How this is I fail to understand. Even if it were that I was arguing with only myself saying 'if this than that' truth may still be arrived at. I am not trying to tear down others, not even a movement. I am trying to help others to come to the knowledge of the truth. Truth has not an essential attachment to individuals, unless that individual is our Lord of course. Therefore, there is no reason truth cannot be known outside of identifying personalities.
B) You quote me:
"...as I was saying, just what is meant by a covenant meal is not clear. If what is meant is the meal establishes the covenant that of course is wrong."
Then you ask, ”Who was it that ever said it (the meal) established the covenant?”
Well, that is my point; no one has made clear what they mean by a covenant meal. So in my letter I went on to deal with what I could think of as possibilities of what they meant. That is why I said, "If what is meant...” You in fact have done that which others have done when you state "Covenant meals do figure in the OT, and may indeed have some bearing on the Lord's Supper as a "New Covenant meal". You here make a statement but do not define what you mean by it.
Again, as I've stated in my letter, there is no essential need for a meal in making a covenant in scripture. When there is a meal in scripture, in connection with cutting a covenant, it is a one time celebration in the same way we would celebrate "closing a deal” by going out to dinner afterwards. Though there is no example in scripture, unless it be the Lord's Supper, it is feasible that a covenant of such magnitude that the event would be desired to be remembered could be set up as a memorial and in that way re-celebrated at set times. However, this was not done with the dedication of the Covenant of the Law when Moses sprinkled the blood on the book and all the people. Then, indeed, Moses and Aaron, Nadab and Abihu as well as seventy of the elders of Israel went up the mount and did eat and drink before God but this was only done the one time in celebration of the Covenant. No memorial was instituted, therefore, no repeating of the celebration (Ex.24). This meal cannot then be understood as an OT type of the Lord's Supper for it was a one time event and an event in which not all Israel attended. In contrast the Cup and Loaf are to be frequently taken and by all under the New Covenant. It is this meal, however, on Mt Sinai, celebrating the dedicating of the Covenant of the Law which one would naturally expect to be the prefigure counterpart to any New Covenant meal if there be one; but, as we have seen, it just does not fit as a shadow.
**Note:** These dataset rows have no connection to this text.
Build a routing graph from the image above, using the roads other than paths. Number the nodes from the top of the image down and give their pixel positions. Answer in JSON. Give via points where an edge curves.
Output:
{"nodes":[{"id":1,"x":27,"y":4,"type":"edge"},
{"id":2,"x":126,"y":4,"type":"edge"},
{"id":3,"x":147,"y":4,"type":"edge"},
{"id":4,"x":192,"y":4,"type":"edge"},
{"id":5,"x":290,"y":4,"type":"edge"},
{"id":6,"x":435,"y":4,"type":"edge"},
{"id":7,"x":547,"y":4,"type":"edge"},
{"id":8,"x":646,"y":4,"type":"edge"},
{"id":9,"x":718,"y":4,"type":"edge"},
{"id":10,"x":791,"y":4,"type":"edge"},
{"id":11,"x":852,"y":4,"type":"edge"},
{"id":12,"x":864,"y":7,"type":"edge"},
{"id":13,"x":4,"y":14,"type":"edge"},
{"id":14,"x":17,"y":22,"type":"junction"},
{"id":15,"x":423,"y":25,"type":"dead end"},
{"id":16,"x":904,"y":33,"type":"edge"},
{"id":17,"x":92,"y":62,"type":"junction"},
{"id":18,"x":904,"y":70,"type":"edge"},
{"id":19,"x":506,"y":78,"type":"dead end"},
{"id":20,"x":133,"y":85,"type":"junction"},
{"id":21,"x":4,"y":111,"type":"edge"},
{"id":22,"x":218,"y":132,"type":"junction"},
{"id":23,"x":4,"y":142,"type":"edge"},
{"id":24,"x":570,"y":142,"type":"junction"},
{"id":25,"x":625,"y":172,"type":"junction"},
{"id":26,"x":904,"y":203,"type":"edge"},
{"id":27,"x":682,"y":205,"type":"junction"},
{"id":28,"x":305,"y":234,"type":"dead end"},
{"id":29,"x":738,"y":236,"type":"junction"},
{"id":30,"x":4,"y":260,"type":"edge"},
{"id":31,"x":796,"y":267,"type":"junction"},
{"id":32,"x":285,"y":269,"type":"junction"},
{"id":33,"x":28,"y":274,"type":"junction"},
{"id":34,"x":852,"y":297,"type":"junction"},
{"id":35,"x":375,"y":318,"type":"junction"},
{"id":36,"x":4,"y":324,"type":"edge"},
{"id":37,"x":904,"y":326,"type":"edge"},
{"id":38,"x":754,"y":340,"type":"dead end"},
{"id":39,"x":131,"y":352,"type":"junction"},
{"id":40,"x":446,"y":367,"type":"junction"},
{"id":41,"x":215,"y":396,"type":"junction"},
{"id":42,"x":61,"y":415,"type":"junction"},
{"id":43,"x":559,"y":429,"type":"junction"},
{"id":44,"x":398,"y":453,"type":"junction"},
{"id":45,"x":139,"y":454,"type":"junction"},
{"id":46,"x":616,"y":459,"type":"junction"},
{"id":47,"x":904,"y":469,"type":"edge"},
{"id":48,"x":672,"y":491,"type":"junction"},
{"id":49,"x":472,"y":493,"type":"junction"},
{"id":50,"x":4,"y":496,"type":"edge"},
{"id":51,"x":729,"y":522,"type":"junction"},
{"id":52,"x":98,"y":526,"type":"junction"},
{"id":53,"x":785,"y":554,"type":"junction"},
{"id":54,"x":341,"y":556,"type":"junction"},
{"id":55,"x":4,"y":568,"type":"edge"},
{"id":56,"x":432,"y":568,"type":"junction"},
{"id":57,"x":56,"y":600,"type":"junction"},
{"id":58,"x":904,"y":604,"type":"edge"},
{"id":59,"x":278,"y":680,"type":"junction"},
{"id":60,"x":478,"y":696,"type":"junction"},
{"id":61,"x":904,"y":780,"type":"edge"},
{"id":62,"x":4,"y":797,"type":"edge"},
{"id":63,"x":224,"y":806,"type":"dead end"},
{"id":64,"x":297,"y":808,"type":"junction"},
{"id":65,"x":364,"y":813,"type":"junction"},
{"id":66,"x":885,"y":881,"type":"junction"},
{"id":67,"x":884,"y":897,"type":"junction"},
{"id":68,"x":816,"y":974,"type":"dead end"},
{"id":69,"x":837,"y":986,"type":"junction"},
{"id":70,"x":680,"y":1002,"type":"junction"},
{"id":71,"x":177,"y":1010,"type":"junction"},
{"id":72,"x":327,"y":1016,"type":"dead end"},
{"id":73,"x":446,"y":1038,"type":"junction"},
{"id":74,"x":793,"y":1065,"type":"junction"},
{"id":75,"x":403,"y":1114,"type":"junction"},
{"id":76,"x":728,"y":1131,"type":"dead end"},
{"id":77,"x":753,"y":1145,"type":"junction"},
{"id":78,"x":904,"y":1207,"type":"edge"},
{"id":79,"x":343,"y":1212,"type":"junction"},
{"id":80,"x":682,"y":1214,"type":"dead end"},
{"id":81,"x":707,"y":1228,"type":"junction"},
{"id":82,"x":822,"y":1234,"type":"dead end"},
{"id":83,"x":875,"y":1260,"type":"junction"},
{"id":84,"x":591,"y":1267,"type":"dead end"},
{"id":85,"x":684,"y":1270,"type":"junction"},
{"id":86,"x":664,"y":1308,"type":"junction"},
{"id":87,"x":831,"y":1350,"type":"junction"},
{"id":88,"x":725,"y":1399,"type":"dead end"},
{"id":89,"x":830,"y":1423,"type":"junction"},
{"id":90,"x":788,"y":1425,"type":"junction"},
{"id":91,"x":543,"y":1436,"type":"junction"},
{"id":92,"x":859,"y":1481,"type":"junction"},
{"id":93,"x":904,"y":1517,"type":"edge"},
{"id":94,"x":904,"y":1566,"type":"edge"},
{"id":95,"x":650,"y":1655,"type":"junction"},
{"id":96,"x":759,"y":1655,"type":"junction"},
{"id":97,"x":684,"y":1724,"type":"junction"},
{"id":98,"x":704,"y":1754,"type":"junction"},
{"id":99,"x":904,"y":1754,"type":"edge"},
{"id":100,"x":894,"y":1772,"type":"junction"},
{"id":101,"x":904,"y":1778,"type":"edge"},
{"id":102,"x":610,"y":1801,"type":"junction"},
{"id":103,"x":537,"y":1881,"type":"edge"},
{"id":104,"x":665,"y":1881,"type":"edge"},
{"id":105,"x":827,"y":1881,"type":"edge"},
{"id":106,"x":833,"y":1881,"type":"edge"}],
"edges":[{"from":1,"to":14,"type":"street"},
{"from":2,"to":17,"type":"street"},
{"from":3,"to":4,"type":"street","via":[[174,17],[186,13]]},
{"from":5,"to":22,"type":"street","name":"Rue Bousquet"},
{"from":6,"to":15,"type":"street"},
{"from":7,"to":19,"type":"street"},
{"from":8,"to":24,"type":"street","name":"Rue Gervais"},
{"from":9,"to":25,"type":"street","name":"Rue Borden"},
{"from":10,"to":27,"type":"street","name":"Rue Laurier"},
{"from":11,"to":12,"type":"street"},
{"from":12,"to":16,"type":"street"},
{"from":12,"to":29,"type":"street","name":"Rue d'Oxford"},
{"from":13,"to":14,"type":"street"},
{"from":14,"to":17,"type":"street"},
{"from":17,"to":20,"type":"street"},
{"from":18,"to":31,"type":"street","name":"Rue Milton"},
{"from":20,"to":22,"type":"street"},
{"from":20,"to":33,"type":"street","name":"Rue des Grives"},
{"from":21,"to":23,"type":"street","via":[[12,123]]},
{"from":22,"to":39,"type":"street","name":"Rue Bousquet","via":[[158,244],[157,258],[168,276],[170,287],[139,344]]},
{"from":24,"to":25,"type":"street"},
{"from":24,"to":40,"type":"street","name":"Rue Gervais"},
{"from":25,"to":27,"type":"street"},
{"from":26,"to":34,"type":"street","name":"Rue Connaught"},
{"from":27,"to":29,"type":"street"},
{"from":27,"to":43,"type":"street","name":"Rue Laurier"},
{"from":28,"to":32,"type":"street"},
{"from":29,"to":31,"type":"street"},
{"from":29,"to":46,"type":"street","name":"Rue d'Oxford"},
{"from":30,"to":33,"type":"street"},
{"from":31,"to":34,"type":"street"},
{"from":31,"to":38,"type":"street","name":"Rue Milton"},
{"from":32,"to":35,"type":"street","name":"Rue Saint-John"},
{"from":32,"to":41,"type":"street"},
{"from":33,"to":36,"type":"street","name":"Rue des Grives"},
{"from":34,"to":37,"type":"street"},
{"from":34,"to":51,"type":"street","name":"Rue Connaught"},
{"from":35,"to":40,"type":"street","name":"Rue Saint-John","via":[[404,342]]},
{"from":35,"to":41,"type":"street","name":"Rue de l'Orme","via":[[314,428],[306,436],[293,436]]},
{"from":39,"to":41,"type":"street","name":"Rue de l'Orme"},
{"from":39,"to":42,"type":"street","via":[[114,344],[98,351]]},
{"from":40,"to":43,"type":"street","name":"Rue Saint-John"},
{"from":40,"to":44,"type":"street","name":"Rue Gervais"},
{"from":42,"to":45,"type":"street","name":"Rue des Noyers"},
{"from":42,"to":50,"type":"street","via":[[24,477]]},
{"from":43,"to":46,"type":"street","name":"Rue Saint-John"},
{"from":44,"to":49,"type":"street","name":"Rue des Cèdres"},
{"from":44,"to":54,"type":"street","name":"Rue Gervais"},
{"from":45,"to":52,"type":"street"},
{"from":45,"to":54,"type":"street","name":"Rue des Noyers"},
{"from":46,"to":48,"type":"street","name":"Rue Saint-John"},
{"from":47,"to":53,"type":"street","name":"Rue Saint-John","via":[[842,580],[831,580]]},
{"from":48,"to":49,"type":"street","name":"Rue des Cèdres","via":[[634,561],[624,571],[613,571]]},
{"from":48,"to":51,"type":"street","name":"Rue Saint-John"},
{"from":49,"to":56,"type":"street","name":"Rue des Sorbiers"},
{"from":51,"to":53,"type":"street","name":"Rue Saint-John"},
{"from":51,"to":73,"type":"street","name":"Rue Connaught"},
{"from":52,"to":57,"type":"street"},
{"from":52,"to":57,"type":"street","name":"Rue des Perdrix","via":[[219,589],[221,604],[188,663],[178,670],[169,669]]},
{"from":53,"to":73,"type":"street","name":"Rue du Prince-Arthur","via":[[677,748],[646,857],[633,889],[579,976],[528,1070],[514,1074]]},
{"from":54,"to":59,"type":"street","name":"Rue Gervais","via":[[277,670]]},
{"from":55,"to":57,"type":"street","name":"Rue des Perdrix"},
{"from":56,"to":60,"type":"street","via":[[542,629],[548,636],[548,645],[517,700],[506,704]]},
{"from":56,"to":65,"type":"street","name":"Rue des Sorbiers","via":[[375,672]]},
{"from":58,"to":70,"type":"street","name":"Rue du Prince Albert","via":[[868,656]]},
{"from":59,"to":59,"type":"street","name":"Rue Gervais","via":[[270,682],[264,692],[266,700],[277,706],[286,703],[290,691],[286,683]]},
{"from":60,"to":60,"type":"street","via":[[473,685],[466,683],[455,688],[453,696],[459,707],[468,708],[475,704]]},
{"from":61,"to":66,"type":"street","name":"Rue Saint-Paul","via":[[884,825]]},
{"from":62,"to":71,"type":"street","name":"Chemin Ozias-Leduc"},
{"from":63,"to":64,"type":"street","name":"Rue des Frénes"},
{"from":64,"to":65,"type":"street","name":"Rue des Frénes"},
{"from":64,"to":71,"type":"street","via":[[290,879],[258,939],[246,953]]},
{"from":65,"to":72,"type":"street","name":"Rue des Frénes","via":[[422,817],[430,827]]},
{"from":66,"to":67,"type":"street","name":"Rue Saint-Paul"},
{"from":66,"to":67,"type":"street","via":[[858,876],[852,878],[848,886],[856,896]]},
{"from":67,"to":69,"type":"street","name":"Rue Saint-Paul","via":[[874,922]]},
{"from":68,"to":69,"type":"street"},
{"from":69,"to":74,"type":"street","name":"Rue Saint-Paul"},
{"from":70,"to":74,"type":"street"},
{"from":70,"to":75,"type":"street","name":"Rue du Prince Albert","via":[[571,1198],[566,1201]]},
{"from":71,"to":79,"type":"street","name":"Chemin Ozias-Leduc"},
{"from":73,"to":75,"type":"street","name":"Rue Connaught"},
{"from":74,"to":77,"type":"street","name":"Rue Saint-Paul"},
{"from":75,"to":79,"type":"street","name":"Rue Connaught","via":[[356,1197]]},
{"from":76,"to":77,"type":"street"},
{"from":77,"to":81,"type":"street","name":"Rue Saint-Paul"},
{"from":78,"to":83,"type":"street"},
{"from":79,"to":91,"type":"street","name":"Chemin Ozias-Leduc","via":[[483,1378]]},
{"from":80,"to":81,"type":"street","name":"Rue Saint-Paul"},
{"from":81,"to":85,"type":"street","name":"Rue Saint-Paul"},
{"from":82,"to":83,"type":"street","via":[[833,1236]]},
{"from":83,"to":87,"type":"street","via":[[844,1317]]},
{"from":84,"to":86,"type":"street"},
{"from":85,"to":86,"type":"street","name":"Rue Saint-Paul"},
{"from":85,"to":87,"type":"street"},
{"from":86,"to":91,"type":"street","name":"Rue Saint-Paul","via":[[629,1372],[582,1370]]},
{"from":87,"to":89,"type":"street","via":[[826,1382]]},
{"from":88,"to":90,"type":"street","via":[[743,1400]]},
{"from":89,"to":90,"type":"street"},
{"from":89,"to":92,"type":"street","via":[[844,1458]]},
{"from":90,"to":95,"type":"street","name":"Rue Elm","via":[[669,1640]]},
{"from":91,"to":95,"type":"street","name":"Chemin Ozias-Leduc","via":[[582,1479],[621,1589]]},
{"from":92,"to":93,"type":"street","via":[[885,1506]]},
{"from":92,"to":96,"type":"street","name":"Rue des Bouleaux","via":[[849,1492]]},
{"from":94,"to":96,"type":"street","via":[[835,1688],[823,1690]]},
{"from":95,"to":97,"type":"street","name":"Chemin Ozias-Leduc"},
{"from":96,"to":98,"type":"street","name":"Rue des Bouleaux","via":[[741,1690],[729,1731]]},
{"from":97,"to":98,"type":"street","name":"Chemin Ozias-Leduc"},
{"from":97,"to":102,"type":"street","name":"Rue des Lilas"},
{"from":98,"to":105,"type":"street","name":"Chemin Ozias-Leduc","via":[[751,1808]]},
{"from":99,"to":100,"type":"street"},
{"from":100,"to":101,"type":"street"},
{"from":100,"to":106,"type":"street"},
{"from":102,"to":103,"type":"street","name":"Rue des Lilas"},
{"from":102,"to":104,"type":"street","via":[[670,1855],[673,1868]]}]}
The feasts of Israel, however, are different. They were given as commandments under the Covenant. They had nothing to do with establishing the Covenant and should not be understood in that way as covenant meals. They might be understood as meals commanded by the Covenant but not meals in relation to the celebration of the instituting of the Covenant. Even the Passover, which scripture more likely places as a type of the Lord's Supper, was not a covenant meal in the since of a celebration of the making of a covenant. It is observed as a memorial of an event in Egypt which took place before the Covenant was ever dedicated, even before the Law was given. It was later incorporated into the Covenant by command to be observed as a memorial celebration as God had stated. So if what you mean by a covenant meal is a meal which God, in covenant relation with us, has commanded we eat, then that is fine. But why would you do so? The scriptures do not. We then would also need to refer to all things the Lord has commanded us to do under the Covenant in the same way: covenant baptism, covenant prayers, covenant assembly, covenant evangelism, etc. I don't need to point out this is not and never has been the practice. Therefore, I would guess, the term you have used along with others is in reference to the making of a covenant and if that is so, then we are talking about a memorial celebration in memory of an event. So if the Lord's Supper is a covenant meal (which I am not saying it is) it is so, as a memorial and as a memorial is looking back to an event.
A) Here you suggest I have been dogmatic, reactionary and judgmental. Also, that l have not taken into consideration the possibility that I have misunderstood others nor the possibility my own position may not be fully correct. You then quote me to give evidence:
"However right the propagators of this doctrine may be in their concern for the state of things they are not right to allow their sense of need for community to influence their understanding of the ordinances." (p.1)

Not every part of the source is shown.